I’ll close as I did last year, writing on that “cringe-worthy” interview:
“You’ve had a long and distinguished career,” Andy Lewis says, “is there a moment [when you were happiest or most creative]?” and Jerry Lewis answers, “When my partner was alive.”
Dean Martin died in 1995, and the legendary Martin & Lewis partnership ended in 1956 to Jerry’s everlasting pain, as he detailed in his book, Dean and Me: A Love Story, yet the force of his love and esteem for Martin keeps him from simply snarling another “no” in the camera’s direction. Instead, he honors his true feelings, and yes, that is intimate. That tells us a great deal about a man who has outlived most of his contemporaries, and has publicly carried the pain of rejection, and has inflicted real measures of it upon others.

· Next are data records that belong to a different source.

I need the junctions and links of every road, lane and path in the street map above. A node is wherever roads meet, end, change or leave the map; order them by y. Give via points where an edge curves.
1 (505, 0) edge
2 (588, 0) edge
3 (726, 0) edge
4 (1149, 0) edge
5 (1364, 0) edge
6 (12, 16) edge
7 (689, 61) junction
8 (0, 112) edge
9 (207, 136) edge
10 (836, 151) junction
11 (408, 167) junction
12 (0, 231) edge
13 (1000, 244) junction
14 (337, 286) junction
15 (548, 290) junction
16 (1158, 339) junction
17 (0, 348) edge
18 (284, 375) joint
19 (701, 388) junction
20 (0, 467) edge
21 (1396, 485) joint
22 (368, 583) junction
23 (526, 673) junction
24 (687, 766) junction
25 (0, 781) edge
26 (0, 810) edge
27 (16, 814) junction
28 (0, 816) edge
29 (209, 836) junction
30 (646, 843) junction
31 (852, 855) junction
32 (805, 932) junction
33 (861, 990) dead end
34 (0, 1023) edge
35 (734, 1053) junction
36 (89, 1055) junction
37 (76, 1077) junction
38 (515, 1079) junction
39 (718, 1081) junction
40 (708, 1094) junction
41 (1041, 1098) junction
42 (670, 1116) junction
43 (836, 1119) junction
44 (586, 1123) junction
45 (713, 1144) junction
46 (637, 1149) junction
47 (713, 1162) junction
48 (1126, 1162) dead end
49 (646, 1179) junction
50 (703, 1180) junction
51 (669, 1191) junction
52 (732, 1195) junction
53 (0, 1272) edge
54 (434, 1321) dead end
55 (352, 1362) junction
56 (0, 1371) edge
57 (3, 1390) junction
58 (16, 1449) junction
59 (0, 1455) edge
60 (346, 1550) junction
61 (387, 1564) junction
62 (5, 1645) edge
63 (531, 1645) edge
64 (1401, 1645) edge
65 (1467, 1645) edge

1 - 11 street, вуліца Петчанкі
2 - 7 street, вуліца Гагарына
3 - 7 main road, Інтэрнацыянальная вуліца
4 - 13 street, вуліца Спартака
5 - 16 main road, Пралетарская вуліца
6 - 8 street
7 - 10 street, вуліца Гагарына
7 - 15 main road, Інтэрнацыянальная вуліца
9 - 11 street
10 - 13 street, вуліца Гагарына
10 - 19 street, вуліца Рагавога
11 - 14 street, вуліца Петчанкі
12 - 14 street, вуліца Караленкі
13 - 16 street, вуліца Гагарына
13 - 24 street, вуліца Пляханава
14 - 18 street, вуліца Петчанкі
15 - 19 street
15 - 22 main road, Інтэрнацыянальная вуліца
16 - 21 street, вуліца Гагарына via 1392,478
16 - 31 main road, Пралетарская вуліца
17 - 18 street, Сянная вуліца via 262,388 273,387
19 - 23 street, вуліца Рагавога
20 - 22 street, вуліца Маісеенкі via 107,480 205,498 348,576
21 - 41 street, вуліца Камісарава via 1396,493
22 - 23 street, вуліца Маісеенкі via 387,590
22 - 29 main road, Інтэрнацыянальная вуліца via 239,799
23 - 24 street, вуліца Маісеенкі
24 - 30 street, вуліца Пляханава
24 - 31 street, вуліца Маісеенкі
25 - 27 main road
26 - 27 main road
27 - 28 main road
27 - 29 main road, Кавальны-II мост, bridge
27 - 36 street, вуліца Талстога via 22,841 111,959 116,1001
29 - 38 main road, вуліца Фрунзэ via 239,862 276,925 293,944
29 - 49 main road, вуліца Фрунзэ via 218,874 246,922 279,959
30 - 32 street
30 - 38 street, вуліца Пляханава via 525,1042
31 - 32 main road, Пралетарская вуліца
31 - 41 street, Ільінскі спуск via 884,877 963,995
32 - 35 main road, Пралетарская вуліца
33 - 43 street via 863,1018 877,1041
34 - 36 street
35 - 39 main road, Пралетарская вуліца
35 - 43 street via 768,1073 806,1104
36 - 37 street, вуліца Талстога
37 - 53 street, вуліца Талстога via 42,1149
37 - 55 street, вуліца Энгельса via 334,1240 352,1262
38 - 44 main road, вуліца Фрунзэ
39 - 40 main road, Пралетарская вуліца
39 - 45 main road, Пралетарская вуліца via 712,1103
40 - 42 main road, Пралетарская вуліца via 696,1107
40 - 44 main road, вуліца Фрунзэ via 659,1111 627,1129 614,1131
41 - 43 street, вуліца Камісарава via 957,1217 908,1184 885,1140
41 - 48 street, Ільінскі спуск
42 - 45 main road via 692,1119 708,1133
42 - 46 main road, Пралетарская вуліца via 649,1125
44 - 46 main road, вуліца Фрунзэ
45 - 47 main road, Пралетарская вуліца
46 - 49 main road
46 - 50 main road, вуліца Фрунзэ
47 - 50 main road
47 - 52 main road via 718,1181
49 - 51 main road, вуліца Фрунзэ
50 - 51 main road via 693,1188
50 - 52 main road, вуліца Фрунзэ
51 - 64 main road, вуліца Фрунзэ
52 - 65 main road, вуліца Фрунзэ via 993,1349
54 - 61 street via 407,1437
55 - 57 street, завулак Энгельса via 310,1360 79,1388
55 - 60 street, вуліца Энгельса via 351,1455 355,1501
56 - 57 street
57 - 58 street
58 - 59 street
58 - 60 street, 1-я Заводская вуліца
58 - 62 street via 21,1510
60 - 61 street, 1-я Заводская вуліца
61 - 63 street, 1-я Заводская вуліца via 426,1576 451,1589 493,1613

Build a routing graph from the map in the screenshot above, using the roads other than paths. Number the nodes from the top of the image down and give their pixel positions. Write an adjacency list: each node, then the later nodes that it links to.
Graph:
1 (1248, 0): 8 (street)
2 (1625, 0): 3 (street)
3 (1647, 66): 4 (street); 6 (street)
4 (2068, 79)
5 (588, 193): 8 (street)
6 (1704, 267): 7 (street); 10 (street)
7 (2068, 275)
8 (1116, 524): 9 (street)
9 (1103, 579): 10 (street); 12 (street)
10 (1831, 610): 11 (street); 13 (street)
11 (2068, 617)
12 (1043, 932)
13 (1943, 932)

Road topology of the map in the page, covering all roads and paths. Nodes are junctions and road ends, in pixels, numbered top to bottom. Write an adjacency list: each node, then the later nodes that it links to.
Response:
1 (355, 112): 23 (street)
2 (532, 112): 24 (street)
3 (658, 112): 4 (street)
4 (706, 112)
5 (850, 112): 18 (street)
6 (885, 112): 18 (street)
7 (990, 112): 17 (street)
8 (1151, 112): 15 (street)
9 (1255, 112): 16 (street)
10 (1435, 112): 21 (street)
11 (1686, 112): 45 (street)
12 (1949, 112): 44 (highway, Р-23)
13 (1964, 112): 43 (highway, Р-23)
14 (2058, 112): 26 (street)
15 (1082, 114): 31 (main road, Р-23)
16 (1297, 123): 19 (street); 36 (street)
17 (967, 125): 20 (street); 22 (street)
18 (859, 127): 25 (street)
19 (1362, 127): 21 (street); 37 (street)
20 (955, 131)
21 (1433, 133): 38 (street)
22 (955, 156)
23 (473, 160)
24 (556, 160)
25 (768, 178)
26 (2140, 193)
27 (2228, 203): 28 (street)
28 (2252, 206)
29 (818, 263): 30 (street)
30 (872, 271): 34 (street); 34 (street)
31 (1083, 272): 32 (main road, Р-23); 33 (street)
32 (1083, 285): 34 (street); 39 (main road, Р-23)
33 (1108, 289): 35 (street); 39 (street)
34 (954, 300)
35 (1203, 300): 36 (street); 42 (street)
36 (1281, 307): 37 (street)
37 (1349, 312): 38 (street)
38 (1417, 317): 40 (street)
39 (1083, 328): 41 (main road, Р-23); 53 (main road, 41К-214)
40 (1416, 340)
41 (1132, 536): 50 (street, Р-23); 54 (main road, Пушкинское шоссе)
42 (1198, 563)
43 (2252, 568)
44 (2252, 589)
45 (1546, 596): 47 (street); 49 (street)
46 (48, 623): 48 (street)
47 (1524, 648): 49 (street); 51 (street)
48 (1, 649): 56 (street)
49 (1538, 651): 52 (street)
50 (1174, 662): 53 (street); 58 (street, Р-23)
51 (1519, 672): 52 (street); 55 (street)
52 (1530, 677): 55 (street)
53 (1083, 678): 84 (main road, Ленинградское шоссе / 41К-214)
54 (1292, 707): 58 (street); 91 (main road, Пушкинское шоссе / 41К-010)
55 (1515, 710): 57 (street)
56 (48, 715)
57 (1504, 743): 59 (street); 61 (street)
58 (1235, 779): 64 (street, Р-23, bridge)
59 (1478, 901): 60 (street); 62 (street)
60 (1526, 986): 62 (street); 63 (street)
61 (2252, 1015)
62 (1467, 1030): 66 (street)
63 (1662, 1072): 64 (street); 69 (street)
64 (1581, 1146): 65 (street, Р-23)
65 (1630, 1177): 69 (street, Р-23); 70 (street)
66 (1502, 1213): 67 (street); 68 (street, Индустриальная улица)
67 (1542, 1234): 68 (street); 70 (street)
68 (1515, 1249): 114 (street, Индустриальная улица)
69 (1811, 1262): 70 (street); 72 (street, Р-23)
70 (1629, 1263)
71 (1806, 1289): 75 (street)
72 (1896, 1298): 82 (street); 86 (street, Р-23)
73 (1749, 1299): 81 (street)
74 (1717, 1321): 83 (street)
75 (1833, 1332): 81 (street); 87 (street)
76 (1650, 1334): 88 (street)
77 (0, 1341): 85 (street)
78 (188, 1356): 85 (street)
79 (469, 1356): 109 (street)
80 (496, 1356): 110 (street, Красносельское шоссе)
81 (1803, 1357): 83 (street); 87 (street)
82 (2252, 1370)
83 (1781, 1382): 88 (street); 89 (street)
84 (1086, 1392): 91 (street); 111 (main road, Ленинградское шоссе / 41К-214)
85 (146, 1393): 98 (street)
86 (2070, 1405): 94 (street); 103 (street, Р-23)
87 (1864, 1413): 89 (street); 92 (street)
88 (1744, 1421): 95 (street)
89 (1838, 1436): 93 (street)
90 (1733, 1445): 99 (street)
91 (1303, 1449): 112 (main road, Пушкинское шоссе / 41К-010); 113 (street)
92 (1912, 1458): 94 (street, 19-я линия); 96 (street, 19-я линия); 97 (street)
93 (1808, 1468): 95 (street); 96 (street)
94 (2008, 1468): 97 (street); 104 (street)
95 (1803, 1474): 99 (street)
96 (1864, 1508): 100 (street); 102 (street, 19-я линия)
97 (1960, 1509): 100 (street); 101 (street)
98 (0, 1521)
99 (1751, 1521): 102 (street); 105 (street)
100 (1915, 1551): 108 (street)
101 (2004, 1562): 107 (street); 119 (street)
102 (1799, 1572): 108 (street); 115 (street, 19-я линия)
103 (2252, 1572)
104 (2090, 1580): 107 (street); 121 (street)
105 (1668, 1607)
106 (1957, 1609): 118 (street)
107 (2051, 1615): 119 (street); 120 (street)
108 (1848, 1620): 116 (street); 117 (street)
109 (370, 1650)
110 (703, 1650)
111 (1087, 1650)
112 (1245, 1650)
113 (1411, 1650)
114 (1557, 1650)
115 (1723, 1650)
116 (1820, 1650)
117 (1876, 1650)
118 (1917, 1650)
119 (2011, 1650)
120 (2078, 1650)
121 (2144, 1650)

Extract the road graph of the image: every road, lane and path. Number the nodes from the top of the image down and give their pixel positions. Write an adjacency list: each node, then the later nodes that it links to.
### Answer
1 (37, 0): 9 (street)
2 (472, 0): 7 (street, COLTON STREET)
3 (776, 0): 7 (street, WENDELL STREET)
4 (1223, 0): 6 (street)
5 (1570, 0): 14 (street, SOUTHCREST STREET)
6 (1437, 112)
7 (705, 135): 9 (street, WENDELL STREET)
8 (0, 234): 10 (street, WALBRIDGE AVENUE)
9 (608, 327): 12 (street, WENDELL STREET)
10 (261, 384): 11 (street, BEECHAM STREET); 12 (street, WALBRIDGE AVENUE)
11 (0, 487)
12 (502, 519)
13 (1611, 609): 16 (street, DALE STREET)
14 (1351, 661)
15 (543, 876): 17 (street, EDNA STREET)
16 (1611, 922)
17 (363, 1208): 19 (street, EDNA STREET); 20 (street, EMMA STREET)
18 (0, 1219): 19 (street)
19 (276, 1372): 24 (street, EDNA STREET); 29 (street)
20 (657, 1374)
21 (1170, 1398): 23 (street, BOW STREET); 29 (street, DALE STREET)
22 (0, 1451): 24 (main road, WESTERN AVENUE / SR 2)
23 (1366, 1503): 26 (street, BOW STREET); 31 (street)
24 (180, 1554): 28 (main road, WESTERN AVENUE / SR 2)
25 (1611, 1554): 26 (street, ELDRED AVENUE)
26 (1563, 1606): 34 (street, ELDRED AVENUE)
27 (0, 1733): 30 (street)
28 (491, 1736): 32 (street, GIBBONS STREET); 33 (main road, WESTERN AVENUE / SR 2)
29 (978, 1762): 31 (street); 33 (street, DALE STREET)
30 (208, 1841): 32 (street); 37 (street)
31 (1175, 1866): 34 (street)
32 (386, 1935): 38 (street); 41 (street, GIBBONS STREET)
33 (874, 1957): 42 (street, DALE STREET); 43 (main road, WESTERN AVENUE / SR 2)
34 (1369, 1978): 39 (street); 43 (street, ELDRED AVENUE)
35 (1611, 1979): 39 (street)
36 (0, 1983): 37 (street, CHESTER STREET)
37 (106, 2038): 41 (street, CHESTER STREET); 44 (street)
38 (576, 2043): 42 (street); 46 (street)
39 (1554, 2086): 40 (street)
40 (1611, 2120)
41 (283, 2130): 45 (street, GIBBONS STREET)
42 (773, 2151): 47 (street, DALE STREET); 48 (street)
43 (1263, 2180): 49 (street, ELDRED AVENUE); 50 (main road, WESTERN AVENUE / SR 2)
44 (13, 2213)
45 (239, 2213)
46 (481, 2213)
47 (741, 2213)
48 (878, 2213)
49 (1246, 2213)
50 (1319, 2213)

In just that brief answer, you get the reminder that we each carry our share of sorrow amid our complex lunacies.
Speaking of complex lunacy, here is a story about Jerry Lewis: His name came up during a class in college, and the instructor—a stickler to the lesson plan—broke away from it to praise him: “Let me tell you about Jerry Lewis. My brother has muscular dystrophy. One year he wrote a fan letter to Lewis and in it mentioned in passing that his dog had died. Next thing we know, we get a phone call from Lewis’s office asking if my brother could meet him at the airport. We did, and here comes Jerry Lewis, and he’s carrying a puppy that he puts into my brother’s lap. He was between flights and he spent nearly a half-hour with my brother and the rest of us, just talking—letting my brother know he mattered. You cannot say a bad word to me about this man.”
No saint, by any means, except perhaps in the small ways that we are all able to be saints for each other—just now and again, amid all of our sins—because we are all of us so flawed, and so fascinating.
I had a crush on him, my whole life, even when I saw him snarling and live, because I had also seen him him kneeling before kids in wheelchairs, away from the prying eyes of others, and making them feel seen, and known and loved, and they would smile. I saw him walk away, tears in his eyes, and then bark at someone to get him a milkshake.
Jerry Lewis was a genius comedian, actor, director, inventor, humanitarian and, as a Las Vegan, what I miss most..https://t.co/R0uLkPOwyU
— Jimmy Kimmel (@jimmykimmel) August 20, 2017
You cannot say a bad word to me about this man.